Activity →
Copy, from the data below, each line that has the word "Place".

^^^^^^^^^^^^^^^^

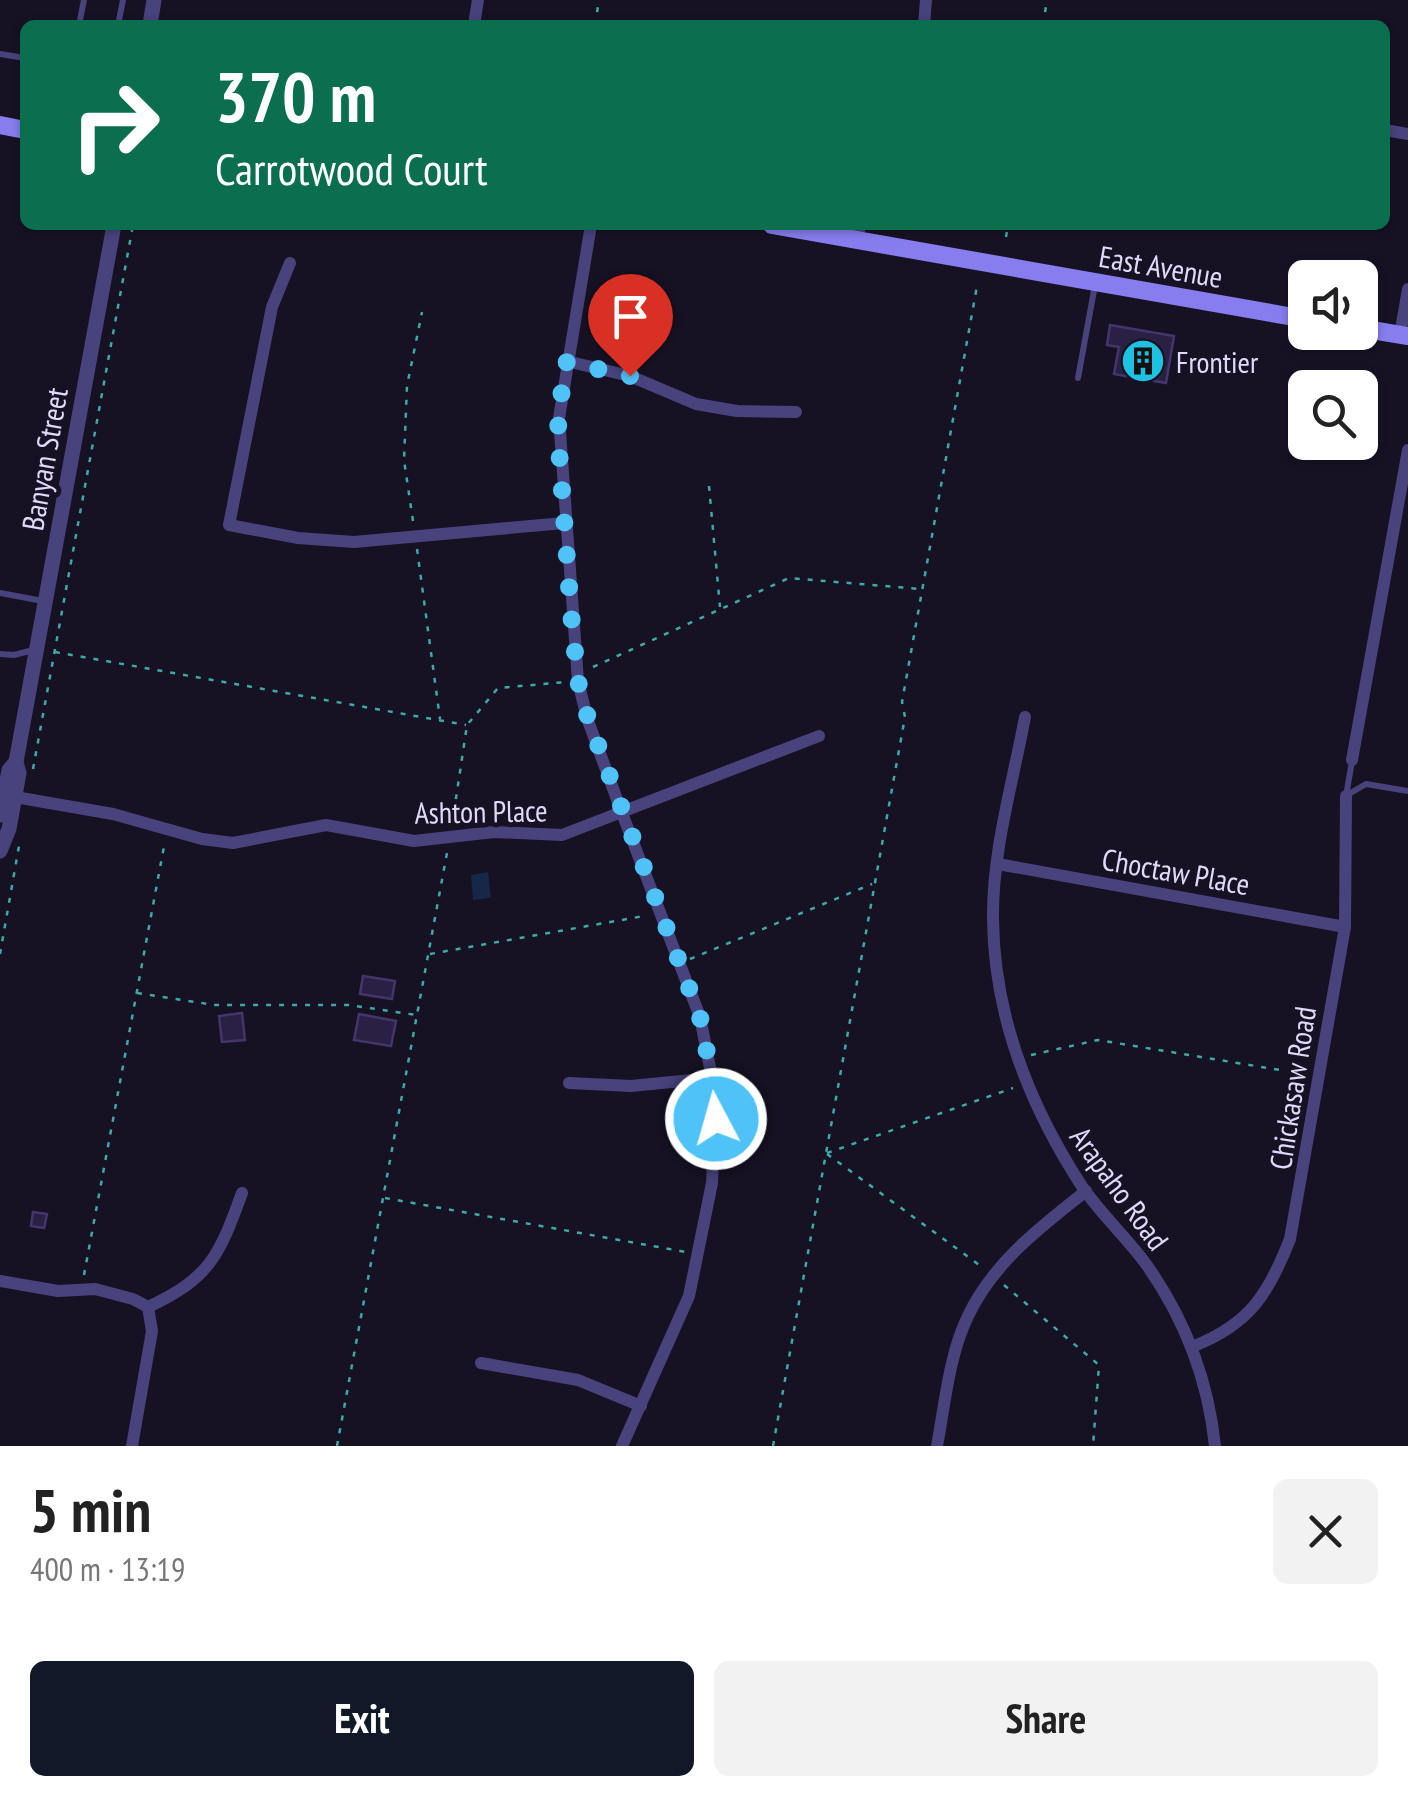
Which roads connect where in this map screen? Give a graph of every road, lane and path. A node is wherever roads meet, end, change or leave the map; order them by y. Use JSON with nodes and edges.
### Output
{"nodes":[{"id":1,"x":113,"y":230,"type":"edge"},
{"id":2,"x":132,"y":230,"type":"edge"},
{"id":3,"x":590,"y":230,"type":"edge"},
{"id":4,"x":826,"y":230,"type":"edge"},
{"id":5,"x":1007,"y":230,"type":"edge"},
{"id":6,"x":858,"y":233,"type":"edge"},
{"id":7,"x":1006,"y":237,"type":"dead end"},
{"id":8,"x":290,"y":263,"type":"dead end"},
{"id":9,"x":1096,"y":282,"type":"junction"},
{"id":10,"x":977,"y":286,"type":"dead end"},
{"id":11,"x":1408,"y":289,"type":"edge"},
{"id":12,"x":422,"y":312,"type":"dead end"},
{"id":13,"x":1288,"y":316,"type":"edge"},
{"id":14,"x":1378,"y":331,"type":"edge"},
{"id":15,"x":1404,"y":336,"type":"edge"},
{"id":16,"x":566,"y":362,"type":"junction"},
{"id":17,"x":1078,"y":378,"type":"dead end"},
{"id":18,"x":796,"y":412,"type":"dead end"},
{"id":19,"x":1408,"y":450,"type":"edge"},
{"id":20,"x":709,"y":486,"type":"dead end"},
{"id":21,"x":564,"y":523,"type":"junction"},
{"id":22,"x":416,"y":536,"type":"junction"},
{"id":23,"x":922,"y":589,"type":"junction"},
{"id":24,"x":0,"y":593,"type":"edge"},
{"id":25,"x":46,"y":601,"type":"junction"},
{"id":26,"x":720,"y":608,"type":"junction"},
{"id":27,"x":46,"y":650,"type":"junction"},
{"id":28,"x":0,"y":654,"type":"edge"},
{"id":29,"x":578,"y":677,"type":"junction"},
{"id":30,"x":1025,"y":717,"type":"dead end"},
{"id":31,"x":440,"y":721,"type":"junction"},
{"id":32,"x":467,"y":726,"type":"junction"},
{"id":33,"x":819,"y":736,"type":"dead end"},
{"id":34,"x":1352,"y":760,"type":"joint"},
{"id":35,"x":1408,"y":791,"type":"edge"},
{"id":36,"x":12,"y":796,"type":"edge"},
{"id":37,"x":1346,"y":796,"type":"junction"},
{"id":38,"x":622,"y":814,"type":"junction"},
{"id":39,"x":0,"y":815,"type":"edge"},
{"id":40,"x":167,"y":829,"type":"junction"},
{"id":41,"x":450,"y":837,"type":"junction"},
{"id":42,"x":21,"y":838,"type":"dead end"},
{"id":43,"x":1,"y":841,"type":"edge"},
{"id":44,"x":998,"y":864,"type":"junction"},
{"id":45,"x":875,"y":884,"type":"junction"},
{"id":46,"x":660,"y":913,"type":"junction"},
{"id":47,"x":1344,"y":927,"type":"junction"},
{"id":48,"x":0,"y":954,"type":"edge"},
{"id":49,"x":429,"y":954,"type":"junction"},
{"id":50,"x":680,"y":964,"type":"junction"},
{"id":51,"x":137,"y":993,"type":"junction"},
{"id":52,"x":418,"y":1015,"type":"junction"},
{"id":53,"x":1017,"y":1059,"type":"junction"},
{"id":54,"x":1320,"y":1077,"type":"junction"},
{"id":55,"x":712,"y":1078,"type":"junction"},
{"id":56,"x":569,"y":1083,"type":"dead end"},
{"id":57,"x":1027,"y":1083,"type":"junction"},
{"id":58,"x":826,"y":1154,"type":"junction"},
{"id":59,"x":1086,"y":1191,"type":"junction"},
{"id":60,"x":242,"y":1193,"type":"dead end"},
{"id":61,"x":385,"y":1198,"type":"junction"},
{"id":62,"x":698,"y":1254,"type":"junction"},
{"id":63,"x":0,"y":1281,"type":"edge"},
{"id":64,"x":82,"y":1290,"type":"junction"},
{"id":65,"x":148,"y":1308,"type":"junction"},
{"id":66,"x":1194,"y":1346,"type":"junction"},
{"id":67,"x":481,"y":1363,"type":"dead end"},
{"id":68,"x":641,"y":1406,"type":"junction"},
{"id":69,"x":132,"y":1446,"type":"edge"},
{"id":70,"x":337,"y":1446,"type":"edge"},
{"id":71,"x":622,"y":1446,"type":"edge"},
{"id":72,"x":772,"y":1446,"type":"edge"},
{"id":73,"x":937,"y":1446,"type":"edge"},
{"id":74,"x":1215,"y":1446,"type":"edge"}],
"edges":[{"from":1,"to":25,"type":"street","name":"Banyan Street"},
{"from":2,"to":27,"type":"path"},
{"from":3,"to":16,"type":"street"},
{"from":4,"to":6,"type":"main road","name":"East Avenue"},
{"from":5,"to":7,"type":"path"},
{"from":6,"to":9,"type":"main road","name":"East Avenue"},
{"from":8,"to":22,"type":"street"},
{"from":9,"to":13,"type":"main road","name":"East Avenue"},
{"from":9,"to":17,"type":"lane"},
{"from":10,"to":23,"type":"path"},
{"from":11,"to":15,"type":"street"},
{"from":12,"to":22,"type":"path"},
{"from":14,"to":15,"type":"main road"},
{"from":16,"to":18,"type":"street"},
{"from":16,"to":21,"type":"street"},
{"from":19,"to":34,"type":"street"},
{"from":20,"to":26,"type":"path"},
{"from":21,"to":22,"type":"street"},
{"from":21,"to":29,"type":"street"},
{"from":22,"to":31,"type":"path"},
{"from":23,"to":26,"type":"path"},
{"from":23,"to":45,"type":"path"},
{"from":24,"to":25,"type":"lane"},
{"from":25,"to":27,"type":"street","name":"Banyan Street"},
{"from":26,"to":29,"type":"path"},
{"from":27,"to":28,"type":"lane"},
{"from":27,"to":31,"type":"path"},
{"from":27,"to":36,"type":"path"},
{"from":27,"to":36,"type":"street","name":"Banyan Street"},
{"from":29,"to":32,"type":"path"},
{"from":29,"to":38,"type":"street"},
{"from":30,"to":44,"type":"street","name":"Arapaho Road"},
{"from":31,"to":32,"type":"path"},
{"from":32,"to":41,"type":"path"},
{"from":33,"to":38,"type":"street","name":"Ashton Place"},
{"from":34,"to":37,"type":"lane"},
{"from":35,"to":37,"type":"lane"},
{"from":36,"to":39,"type":"street","name":"Banyan Street"},
{"from":36,"to":40,"type":"street","name":"Ashton Place"},
{"from":36,"to":43,"type":"street","name":"Banyan Street"},
{"from":37,"to":47,"type":"street","name":"Chickasaw Road"},
{"from":38,"to":41,"type":"street","name":"Ashton Place"},
{"from":38,"to":46,"type":"street"},
{"from":40,"to":41,"type":"street","name":"Ashton Place"},
{"from":40,"to":51,"type":"path"},
{"from":41,"to":49,"type":"path"},
{"from":42,"to":48,"type":"path"},
{"from":44,"to":47,"type":"street","name":"Choctaw Place"},
{"from":44,"to":53,"type":"street","name":"Arapaho Road"},
{"from":45,"to":50,"type":"path"},
{"from":45,"to":58,"type":"path"},
{"from":46,"to":49,"type":"path"},
{"from":46,"to":50,"type":"street"},
{"from":47,"to":54,"type":"street","name":"Chickasaw Road"},
{"from":49,"to":52,"type":"path"},
{"from":50,"to":55,"type":"street"},
{"from":51,"to":52,"type":"path"},
{"from":51,"to":64,"type":"path"},
{"from":52,"to":61,"type":"path"},
{"from":53,"to":54,"type":"path"},
{"from":53,"to":57,"type":"street","name":"Arapaho Road"},
{"from":54,"to":66,"type":"street","name":"Chickasaw Road"},
{"from":55,"to":56,"type":"street"},
{"from":55,"to":62,"type":"street"},
{"from":57,"to":58,"type":"path"},
{"from":57,"to":59,"type":"street","name":"Arapaho Road"},
{"from":58,"to":72,"type":"path"},
{"from":59,"to":66,"type":"street","name":"Arapaho Road"},
{"from":59,"to":73,"type":"street"},
{"from":60,"to":65,"type":"street"},
{"from":61,"to":62,"type":"path"},
{"from":61,"to":70,"type":"path"},
{"from":62,"to":68,"type":"street"},
{"from":63,"to":64,"type":"street"},
{"from":64,"to":65,"type":"street"},
{"from":65,"to":69,"type":"street"},
{"from":66,"to":74,"type":"street","name":"Arapaho Road"},
{"from":67,"to":68,"type":"street"},
{"from":68,"to":71,"type":"street"}]}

^^^^^^^^^^^^^^^^

Finished exercise →
{"from":33,"to":38,"type":"street","name":"Ashton Place"},
{"from":36,"to":40,"type":"street","name":"Ashton Place"},
{"from":38,"to":41,"type":"street","name":"Ashton Place"},
{"from":40,"to":41,"type":"street","name":"Ashton Place"},
{"from":44,"to":47,"type":"street","name":"Choctaw Place"},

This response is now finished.